─── THE DATA ───
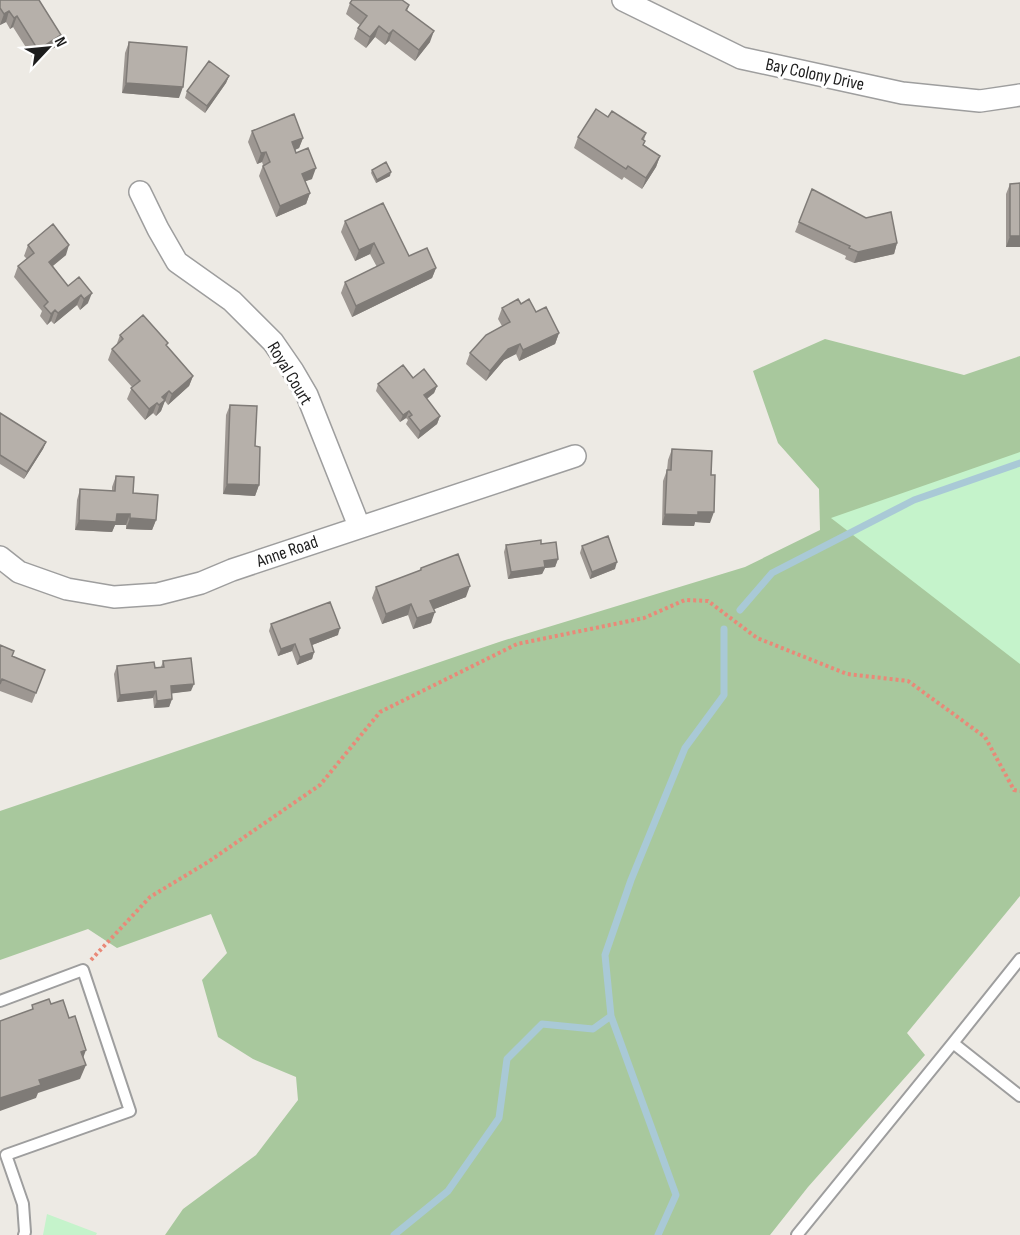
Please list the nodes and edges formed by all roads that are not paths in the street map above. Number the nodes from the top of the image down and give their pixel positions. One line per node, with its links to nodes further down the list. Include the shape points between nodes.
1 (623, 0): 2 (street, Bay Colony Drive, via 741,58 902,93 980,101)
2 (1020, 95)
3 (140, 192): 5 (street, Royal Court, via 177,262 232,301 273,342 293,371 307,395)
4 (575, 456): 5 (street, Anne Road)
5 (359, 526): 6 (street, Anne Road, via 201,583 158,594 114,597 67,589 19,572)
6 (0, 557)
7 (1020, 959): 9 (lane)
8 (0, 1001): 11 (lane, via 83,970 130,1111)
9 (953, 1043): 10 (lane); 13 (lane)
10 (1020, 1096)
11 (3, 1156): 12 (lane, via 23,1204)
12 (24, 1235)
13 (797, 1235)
───
─── THE DATA ───
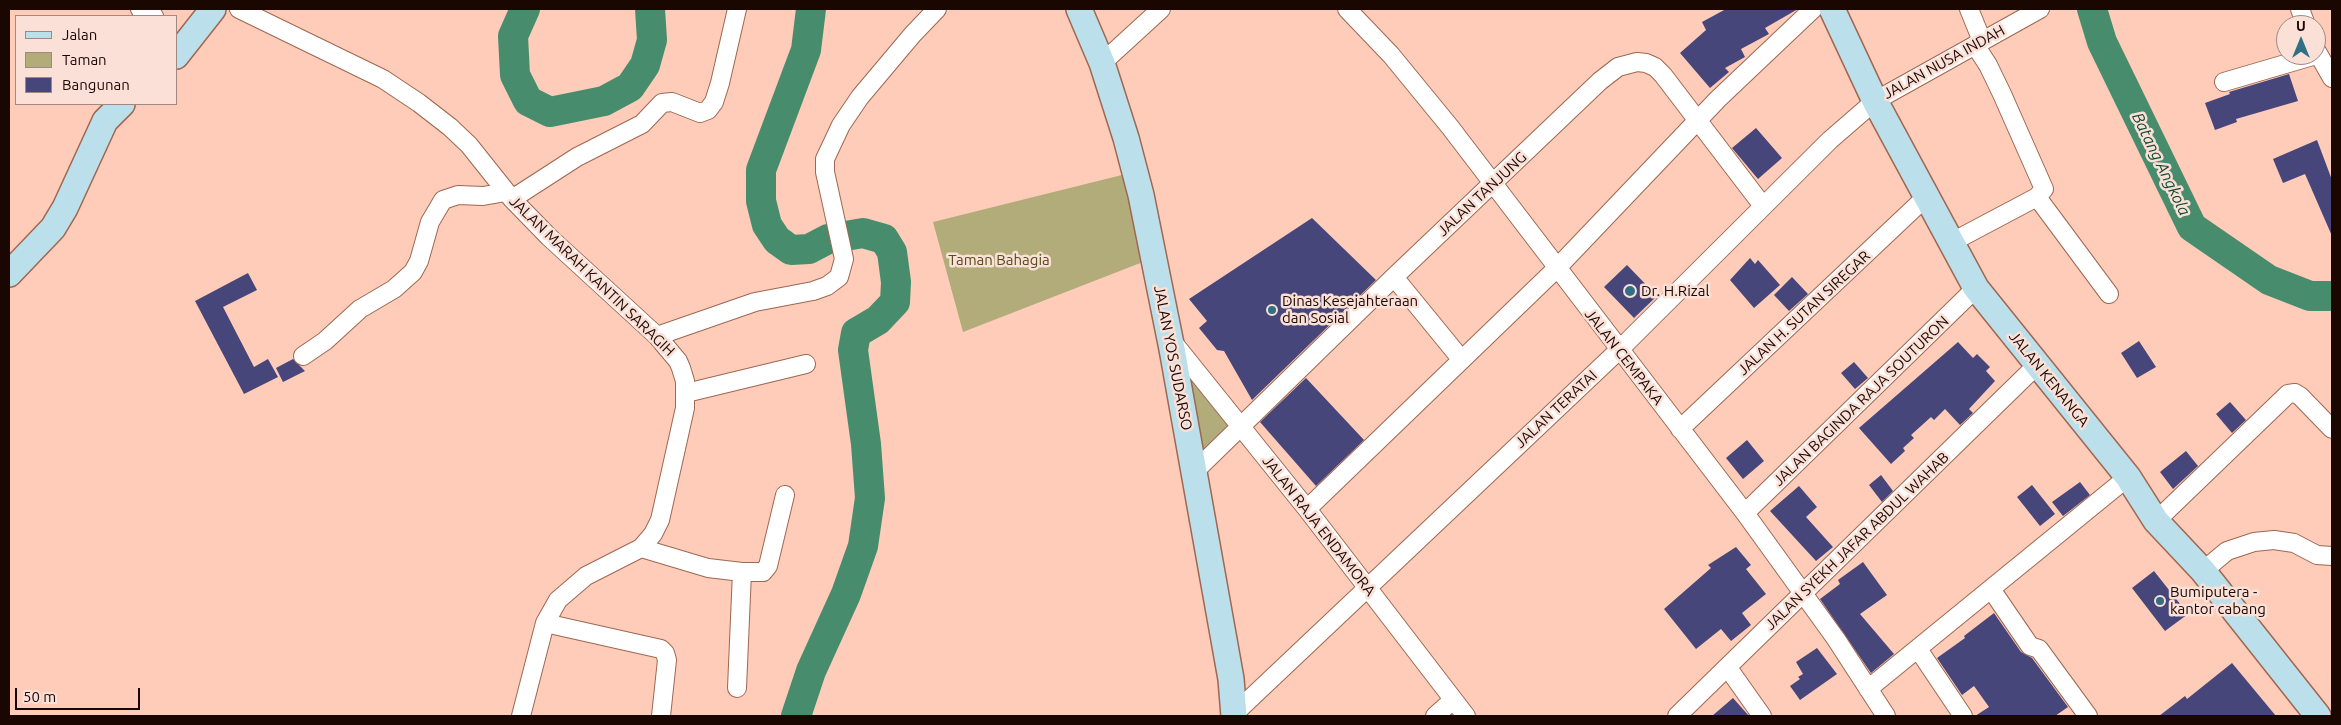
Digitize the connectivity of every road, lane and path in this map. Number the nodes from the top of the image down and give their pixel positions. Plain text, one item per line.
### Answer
───
─── THE DATA ───
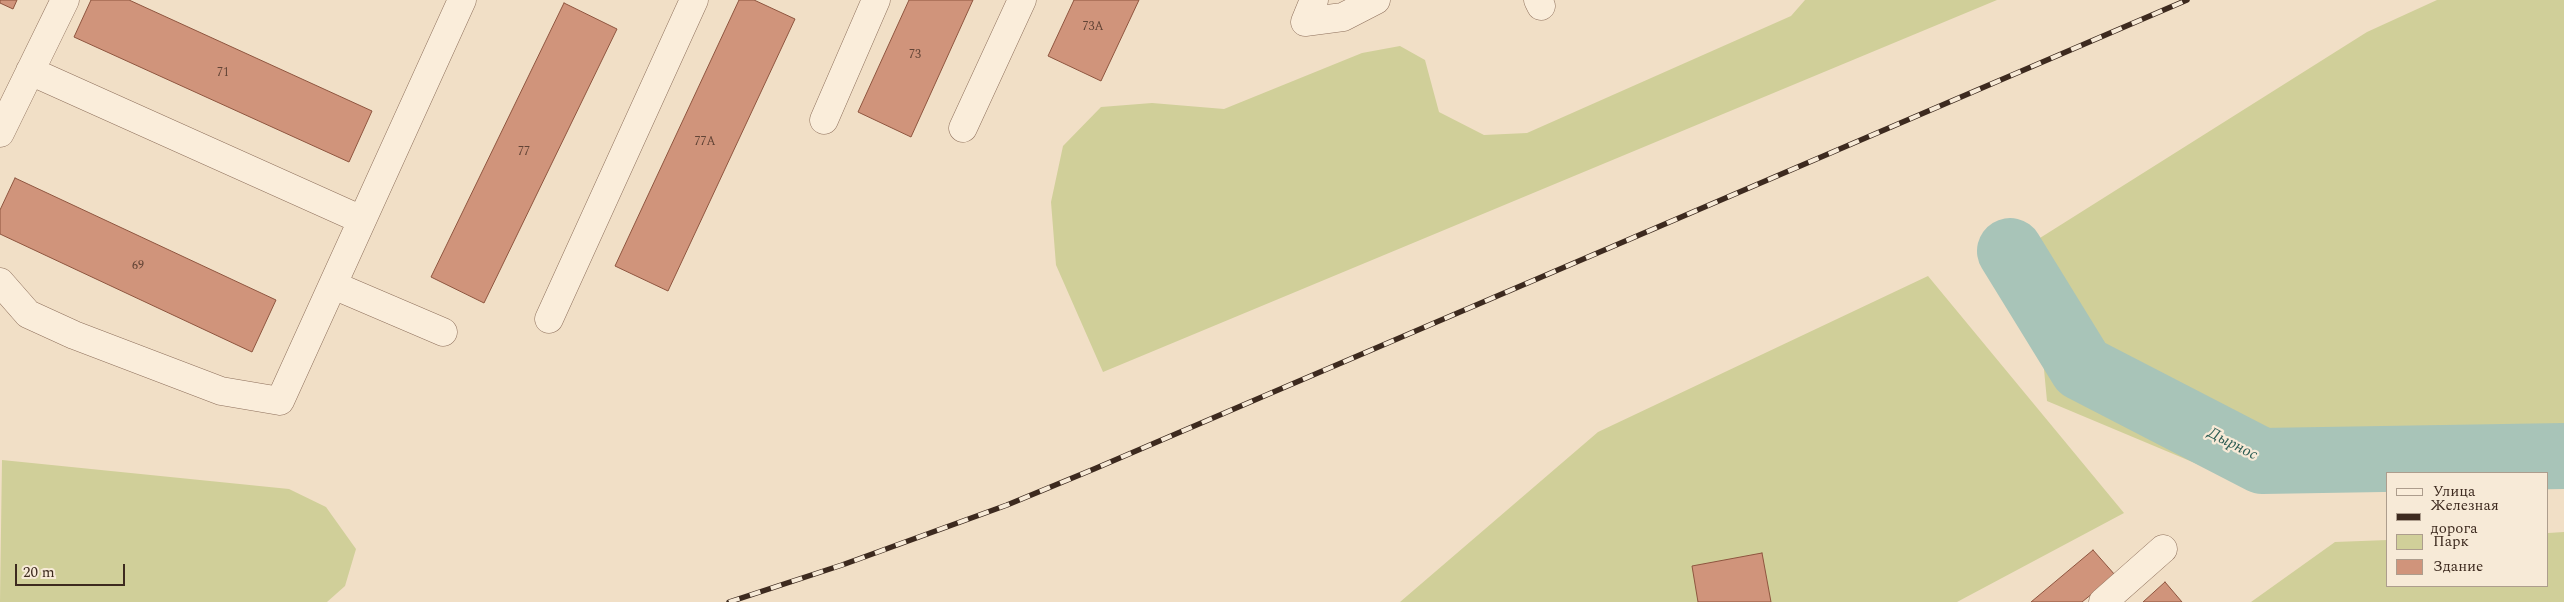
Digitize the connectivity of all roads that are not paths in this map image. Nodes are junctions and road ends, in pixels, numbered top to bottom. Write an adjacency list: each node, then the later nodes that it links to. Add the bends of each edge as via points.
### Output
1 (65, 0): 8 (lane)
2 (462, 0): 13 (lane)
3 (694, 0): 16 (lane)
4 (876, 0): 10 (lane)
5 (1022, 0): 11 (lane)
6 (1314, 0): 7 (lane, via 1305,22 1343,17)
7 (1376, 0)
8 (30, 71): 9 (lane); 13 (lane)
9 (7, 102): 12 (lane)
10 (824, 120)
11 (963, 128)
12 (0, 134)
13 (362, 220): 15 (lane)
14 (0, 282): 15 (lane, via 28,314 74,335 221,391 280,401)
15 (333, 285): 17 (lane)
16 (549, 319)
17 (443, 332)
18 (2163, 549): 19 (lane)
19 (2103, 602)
───
» **PROBLEM**
From the entries above, copy every line containing the word "this".

» **WRITTEN REPLY**
Digitize the connectivity of every road, lane and path in this map. Number the nodes from the top of the image down and give their pixel positions. Plain text, one item per line.
Digitize the connectivity of all roads that are not paths in this map image. Nodes are junctions and road ends, in pixels, numbered top to bottom. Write an adjacency list: each node, then the later nodes that it links to. Add the bends of each edge as via points.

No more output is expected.